Task brief: The lines to return are those below that contain the word "CLEVELAND".

....

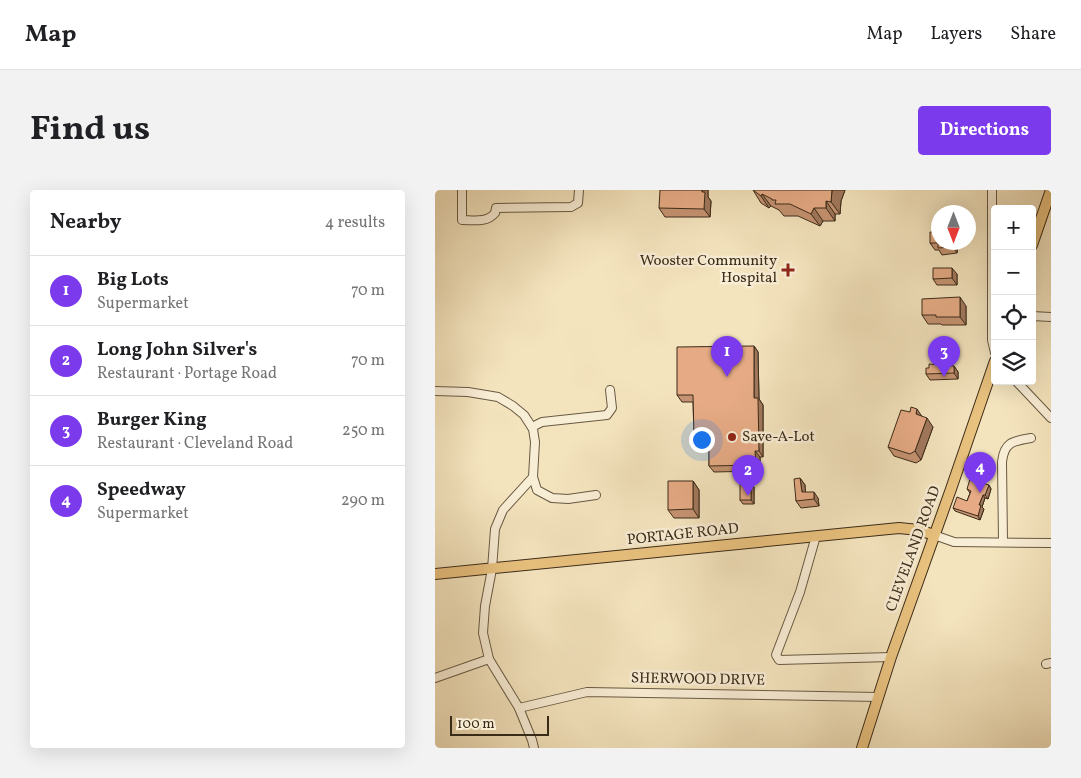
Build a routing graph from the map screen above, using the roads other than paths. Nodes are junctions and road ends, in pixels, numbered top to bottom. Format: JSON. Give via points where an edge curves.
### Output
{"nodes":[{"id":1,"x":462,"y":190,"type":"edge"},
{"id":2,"x":579,"y":190,"type":"edge"},
{"id":3,"x":992,"y":190,"type":"edge"},
{"id":4,"x":1051,"y":190,"type":"edge"},
{"id":5,"x":1036,"y":233,"type":"edge"},
{"id":6,"x":1036,"y":316,"type":"edge"},
{"id":7,"x":1051,"y":316,"type":"edge"},
{"id":8,"x":992,"y":340,"type":"edge"},
{"id":9,"x":991,"y":373,"type":"edge"},
{"id":10,"x":1020,"y":385,"type":"edge"},
{"id":11,"x":610,"y":390,"type":"dead end"},
{"id":12,"x":435,"y":391,"type":"edge"},
{"id":13,"x":1050,"y":415,"type":"edge"},
{"id":14,"x":532,"y":427,"type":"junction"},
{"id":15,"x":1031,"y":438,"type":"dead end"},
{"id":16,"x":533,"y":477,"type":"junction"},
{"id":17,"x":596,"y":494,"type":"dead end"},
{"id":18,"x":934,"y":535,"type":"junction"},
{"id":19,"x":816,"y":536,"type":"junction"},
{"id":20,"x":1003,"y":542,"type":"junction"},
{"id":21,"x":1051,"y":543,"type":"edge"},
{"id":22,"x":492,"y":569,"type":"junction"},
{"id":23,"x":435,"y":574,"type":"edge"},
{"id":24,"x":891,"y":657,"type":"junction"},
{"id":25,"x":489,"y":659,"type":"junction"},
{"id":26,"x":435,"y":678,"type":"edge"},
{"id":27,"x":879,"y":697,"type":"junction"},
{"id":28,"x":519,"y":708,"type":"junction"},
{"id":29,"x":534,"y":748,"type":"edge"},
{"id":30,"x":862,"y":748,"type":"edge"}],
"edges":[{"from":1,"to":2,"type":"street","via":[[462,220],[489,219],[496,208],[571,207],[578,203]]},
{"from":3,"to":8,"type":"street"},
{"from":4,"to":5,"type":"main road"},
{"from":6,"to":7,"type":"street"},
{"from":9,"to":18,"type":"main road","name":"CLEVELAND ROAD"},
{"from":10,"to":13,"type":"street"},
{"from":11,"to":14,"type":"street","via":[[612,408],[607,415],[542,422]]},
{"from":12,"to":14,"type":"street","via":[[498,397],[513,406]]},
{"from":14,"to":16,"type":"street","via":[[535,442]]},
{"from":15,"to":20,"type":"street","via":[[1012,442],[1004,448]]},
{"from":16,"to":17,"type":"street","via":[[537,490],[552,498],[568,500]]},
{"from":16,"to":22,"type":"street","via":[[498,520]]},
{"from":18,"to":19,"type":"main road","name":"PORTAGE ROAD","via":[[899,528]]},
{"from":18,"to":20,"type":"street","via":[[954,542]]},
{"from":18,"to":24,"type":"main road","name":"CLEVELAND ROAD"},
{"from":19,"to":22,"type":"main road","name":"PORTAGE ROAD"},
{"from":19,"to":24,"type":"street","via":[[776,655],[779,660]]},
{"from":20,"to":21,"type":"street"},
{"from":22,"to":23,"type":"main road","name":"PORTAGE ROAD"},
{"from":22,"to":25,"type":"street","via":[[483,623]]},
{"from":24,"to":27,"type":"main road","name":"CLEVELAND ROAD"},
{"from":25,"to":26,"type":"street"},
{"from":25,"to":28,"type":"street"},
{"from":27,"to":28,"type":"street","name":"SHERWOOD DRIVE","via":[[587,692]]},
{"from":27,"to":30,"type":"main road","name":"CLEVELAND ROAD"},
{"from":28,"to":29,"type":"street"}]}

....

Response:
{"from":9,"to":18,"type":"main road","name":"CLEVELAND ROAD"},
{"from":18,"to":24,"type":"main road","name":"CLEVELAND ROAD"},
{"from":24,"to":27,"type":"main road","name":"CLEVELAND ROAD"},
{"from":27,"to":30,"type":"main road","name":"CLEVELAND ROAD"},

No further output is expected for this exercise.